Re: [PATCH net-next] net: ipvs: random start for RR scheduler

From: Julian Anastasov
Date: Mon May 09 2022 - 14:25:50 EST



Hello,

On Mon, 9 May 2022, menglong8.dong@xxxxxxxxx wrote:

> From: Menglong Dong <imagedong@xxxxxxxxxxx>
>
> For now, the start of the RR scheduler is in the order of dest
> service added, it will result in imbalance if the load balance

...order of added destinations,...

> is done in client side and long connect is used.

..."long connections are used". Is this a case where
small number of connections are used?
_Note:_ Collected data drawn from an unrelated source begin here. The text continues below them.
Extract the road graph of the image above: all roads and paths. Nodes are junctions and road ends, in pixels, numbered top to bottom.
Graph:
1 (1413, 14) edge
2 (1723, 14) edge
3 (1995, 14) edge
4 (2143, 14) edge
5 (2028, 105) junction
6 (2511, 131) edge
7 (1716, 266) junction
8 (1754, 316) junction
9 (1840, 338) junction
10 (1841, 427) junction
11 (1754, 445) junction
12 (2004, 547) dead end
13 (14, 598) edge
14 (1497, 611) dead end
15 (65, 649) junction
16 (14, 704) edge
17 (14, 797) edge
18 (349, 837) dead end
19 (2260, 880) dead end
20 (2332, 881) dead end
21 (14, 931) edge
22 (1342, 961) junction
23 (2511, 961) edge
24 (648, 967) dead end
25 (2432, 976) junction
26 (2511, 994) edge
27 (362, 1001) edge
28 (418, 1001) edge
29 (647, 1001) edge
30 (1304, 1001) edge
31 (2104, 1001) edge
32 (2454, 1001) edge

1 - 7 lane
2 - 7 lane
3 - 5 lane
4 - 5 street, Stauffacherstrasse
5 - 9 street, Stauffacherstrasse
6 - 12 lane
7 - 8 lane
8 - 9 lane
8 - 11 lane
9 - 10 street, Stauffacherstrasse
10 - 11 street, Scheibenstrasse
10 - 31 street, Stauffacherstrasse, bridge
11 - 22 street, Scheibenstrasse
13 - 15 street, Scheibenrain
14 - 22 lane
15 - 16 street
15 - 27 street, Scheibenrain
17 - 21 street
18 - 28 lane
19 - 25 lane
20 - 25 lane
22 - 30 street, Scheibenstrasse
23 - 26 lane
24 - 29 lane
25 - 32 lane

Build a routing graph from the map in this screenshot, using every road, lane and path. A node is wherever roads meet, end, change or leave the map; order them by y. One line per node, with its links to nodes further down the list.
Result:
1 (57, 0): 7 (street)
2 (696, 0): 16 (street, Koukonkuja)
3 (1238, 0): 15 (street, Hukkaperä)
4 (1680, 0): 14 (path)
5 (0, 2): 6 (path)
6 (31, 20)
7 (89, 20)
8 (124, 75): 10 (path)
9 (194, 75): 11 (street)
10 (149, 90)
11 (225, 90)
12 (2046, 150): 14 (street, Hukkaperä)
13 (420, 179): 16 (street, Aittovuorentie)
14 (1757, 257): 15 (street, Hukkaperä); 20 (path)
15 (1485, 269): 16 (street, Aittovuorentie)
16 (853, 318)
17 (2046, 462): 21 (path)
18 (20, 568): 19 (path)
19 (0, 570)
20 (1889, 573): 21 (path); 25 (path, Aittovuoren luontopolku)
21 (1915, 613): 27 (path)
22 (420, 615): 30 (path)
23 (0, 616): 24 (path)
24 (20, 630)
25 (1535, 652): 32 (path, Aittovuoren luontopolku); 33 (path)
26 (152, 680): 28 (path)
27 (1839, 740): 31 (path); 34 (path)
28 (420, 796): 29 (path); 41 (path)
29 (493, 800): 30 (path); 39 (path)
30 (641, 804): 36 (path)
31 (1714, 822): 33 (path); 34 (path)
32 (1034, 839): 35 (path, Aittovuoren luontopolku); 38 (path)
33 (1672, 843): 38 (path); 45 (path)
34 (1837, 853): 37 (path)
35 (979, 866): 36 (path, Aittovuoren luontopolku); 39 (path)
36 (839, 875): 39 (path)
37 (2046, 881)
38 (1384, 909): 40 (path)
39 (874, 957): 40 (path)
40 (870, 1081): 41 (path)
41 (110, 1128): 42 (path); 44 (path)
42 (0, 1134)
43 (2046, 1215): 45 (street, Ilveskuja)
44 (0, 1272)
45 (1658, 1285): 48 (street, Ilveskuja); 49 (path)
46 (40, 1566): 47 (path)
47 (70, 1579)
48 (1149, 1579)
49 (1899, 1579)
And the two connections
relatively overload the real servers?

> For example, we have client1, client2, ..., client5 and real service
> service1, service2, service3. All clients have the same ipvs config,
> and each of them will create 2 long TCP connect to the virtual
> service. Therefore, all the clients will connect to service1 and
> service2, leaving service3 free.

You mean, there are many IPVS directors with same
config and each director gets 2 connections? Third connection
will get real server #3, right ? Also, are the clients local
to the director?

> Fix this by randomize the start of dest service to RR scheduler when

..."randomizing the starting destination when"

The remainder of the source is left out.